• Wednesday, 28 September 2022

Bikes, bikes everywhere, no space to walk!


Kathmandu, July 8: This is John Smithlow’s second visit to Nepal. He arrived in the country last week with his granddaughter to roam around Kathmandu he remembered from his first trip in 1982.

Back then, the valley was greener and the people were friendlier but the point that the 67-year-old UK national specifically wanted to highlight was, “The streets were emptier.”

“There were no motorbikes back then,” he recalled. “One could roam around and take in the beauty of the city undisturbed.”

“But now, that’s gone!” a flabbergasted Smithlow who was found at Ason on Wednesday exclaimed. “Why are there so many motorcycles in this city?” he questioned.

Laxmi Amin had the same question. “It is disorienting,” the 38-year-old Indian in Lalitpur for the first time said. “Bikes, bikes everywhere! Hard to find space to walk.”

Amin is in Nepal for two weeks and planned to visit Swoyambhu, Mahabouddha and Sunakothi. But now, she won’t because the thought of going out in traffic terrifies her. “Rampantly plying two- and four-wheelers ruin the beauty of Kathmandu [Valley], just as they do with the cities of India.”

Over the years, many domestic and foreign scholars have labelled the Kathmandu Valley an open-air museum with ancient heritage and attractive monuments around every corner. But tourists do not get to, or rather want to, see many of them beyond the three durbar squares because of vehicular congestion.

“Tourists, especially Western ones, do not like to be in crowds. They want to calmly walk around at their own pace and absorb the atmosphere. Honking horns and chaotic traffic irritates them,” said tourist guide Bimal Nepal who has observed that foreigners coming to Kathmandu do not go out as much as they used to a few decades ago, much to the detriment of local businesses.

“Most who come to Kathmandu travel to other districts and those who stay shield themselves in their hotels,” Nepal informed. “They do not buy souvenirs, eat at local restaurants and interact with the people.”

Guide Utsav Shakya also has similar observations. Every time he takes foreigners around the towns and settlements of the valley, they complain of mismanaged vehicles and express doubts about visiting again.

Shakya worried that the traffic problem could create a bad image of Nepal in the international market and dissuade prospective travellers from coming.

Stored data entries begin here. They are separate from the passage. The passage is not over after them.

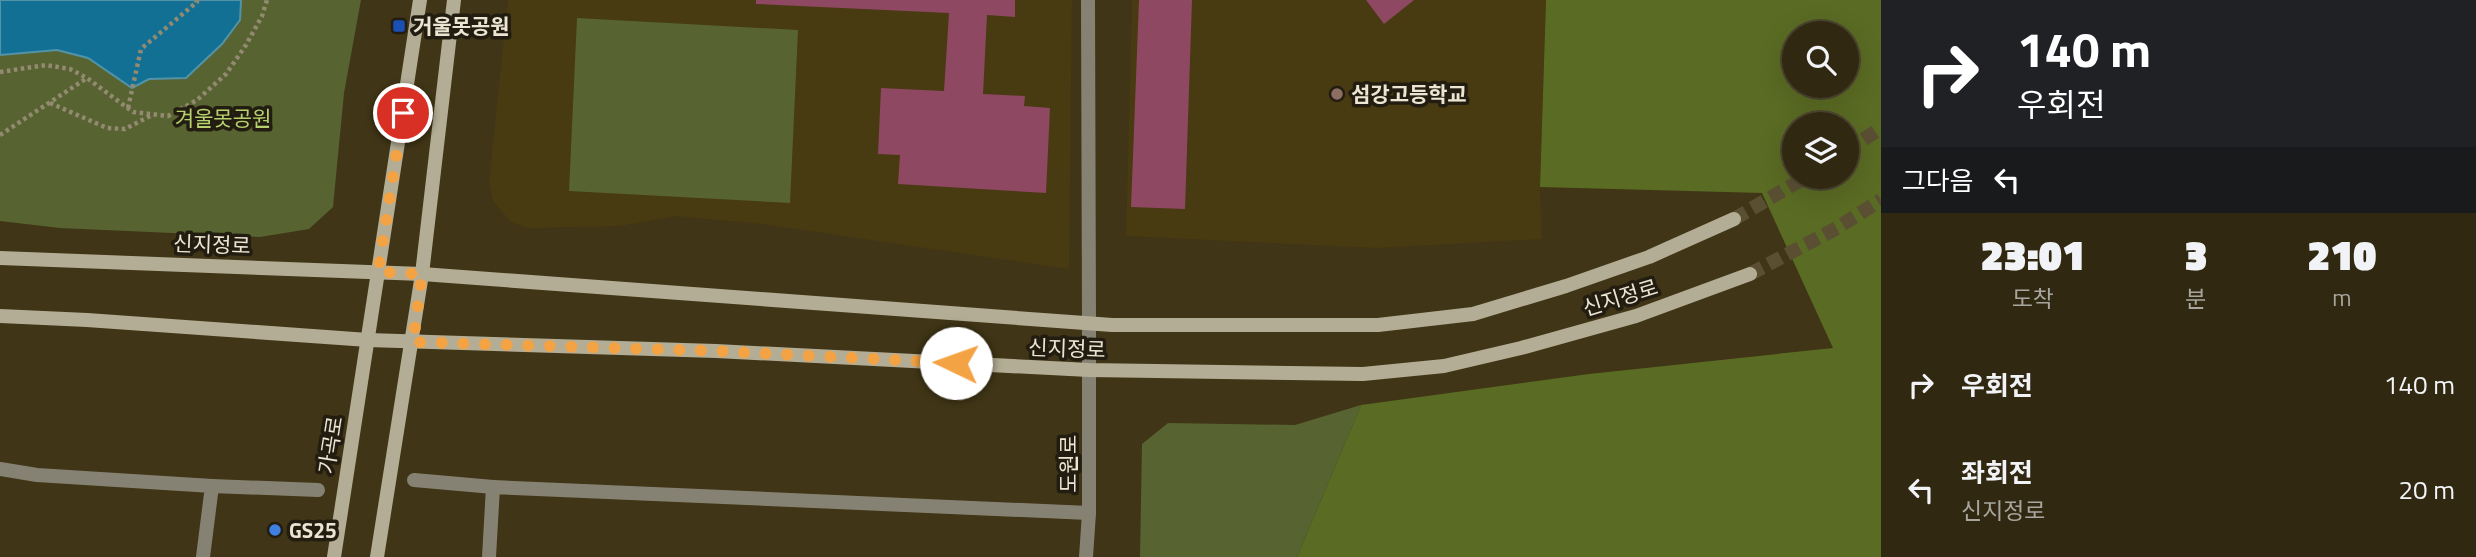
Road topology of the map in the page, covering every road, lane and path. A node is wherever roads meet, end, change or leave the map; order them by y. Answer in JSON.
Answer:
{"nodes":[{"id":1,"x":196,"y":0,"type":"edge"},
{"id":2,"x":267,"y":0,"type":"edge"},
{"id":3,"x":420,"y":0,"type":"edge"},
{"id":4,"x":454,"y":0,"type":"edge"},
{"id":5,"x":1088,"y":0,"type":"edge"},
{"id":6,"x":0,"y":72,"type":"edge"},
{"id":7,"x":88,"y":78,"type":"junction"},
{"id":8,"x":50,"y":103,"type":"junction"},
{"id":9,"x":128,"y":108,"type":"junction"},
{"id":10,"x":153,"y":114,"type":"junction"},
{"id":11,"x":0,"y":135,"type":"edge"},
{"id":12,"x":1734,"y":219,"type":"tunnel mouth"},
{"id":13,"x":0,"y":258,"type":"edge"},
{"id":14,"x":378,"y":272,"type":"junction"},
{"id":15,"x":422,"y":274,"type":"junction"},
{"id":16,"x":1750,"y":274,"type":"tunnel mouth"},
{"id":17,"x":0,"y":316,"type":"edge"},
{"id":18,"x":1089,"y":323,"type":"junction"},
{"id":19,"x":368,"y":340,"type":"junction"},
{"id":20,"x":413,"y":342,"type":"junction"},
{"id":21,"x":1089,"y":370,"type":"junction"},
{"id":22,"x":0,"y":468,"type":"edge"},
{"id":23,"x":414,"y":480,"type":"dead end"},
{"id":24,"x":212,"y":486,"type":"junction"},
{"id":25,"x":493,"y":486,"type":"junction"},
{"id":26,"x":318,"y":490,"type":"dead end"},
{"id":27,"x":1089,"y":513,"type":"junction"},
{"id":28,"x":203,"y":557,"type":"edge"},
{"id":29,"x":334,"y":557,"type":"edge"},
{"id":30,"x":377,"y":557,"type":"edge"},
{"id":31,"x":489,"y":557,"type":"edge"},
{"id":32,"x":1086,"y":557,"type":"edge"}],
"edges":[{"from":1,"to":9,"type":"path"},
{"from":2,"to":10,"type":"path"},
{"from":3,"to":14,"type":"street"},
{"from":4,"to":15,"type":"street"},
{"from":5,"to":18,"type":"street","name":"도원로"},
{"from":6,"to":7,"type":"path"},
{"from":7,"to":8,"type":"path"},
{"from":7,"to":9,"type":"path"},
{"from":8,"to":10,"type":"path"},
{"from":8,"to":11,"type":"path"},
{"from":9,"to":10,"type":"path"},
{"from":12,"to":18,"type":"street","name":"신지정로"},
{"from":13,"to":14,"type":"street","name":"신지정로"},
{"from":14,"to":15,"type":"street","name":"신지정로"},
{"from":14,"to":19,"type":"street","name":"가곡로"},
{"from":15,"to":18,"type":"street","name":"신지정로"},
{"from":15,"to":20,"type":"street"},
{"from":16,"to":21,"type":"street","name":"신지정로"},
{"from":17,"to":19,"type":"street","name":"신지정로"},
{"from":18,"to":21,"type":"street","name":"도원로"},
{"from":19,"to":20,"type":"street","name":"신지정로"},
{"from":19,"to":29,"type":"street","name":"가곡로"},
{"from":20,"to":21,"type":"street","name":"신지정로"},
{"from":20,"to":30,"type":"street"},
{"from":21,"to":27,"type":"street","name":"도원로"},
{"from":22,"to":24,"type":"street"},
{"from":23,"to":25,"type":"street"},
{"from":24,"to":26,"type":"street"},
{"from":24,"to":28,"type":"street"},
{"from":25,"to":27,"type":"street"},
{"from":25,"to":31,"type":"street"},
{"from":27,"to":32,"type":"street","name":"도원로"}]}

Mayors of Lalitpur and Kathmandu metropolitan cities have also expressed concern about the haphazard prevalence of vehicles, especially two-wheelers, in the historic core cities on various occasions and have noted the need to create pedestrian-only areas.

However, such a move can be a mixed bag, cautioned Bhabishwor Sharma, vice president of Thamel Tourism Development Council. Thamel was declared a vehicle-free zone in 2017 and while this has facilitated the mobility of tourists, it has hurt some businesses.

“The shops in the back alleys and distant points have seen a decline in income since vehicles were prohibited in the area,” Sharma said, adding that the Council was going to review the vehicle-free status soon.

It is to be noted that Bhaktapur also does not allow vehicles inside its core city. And this has made all the difference, Smithlow, who visited the city on Monday, said. “The ambience is enchanting. It’s more tranquil there.”

Unfortunately, Bhaktapur is the odd-city-out in this case and Smithlow has been so put off by the congestion in Kathmandu that he does not want to return to Nepal for the rest of his life.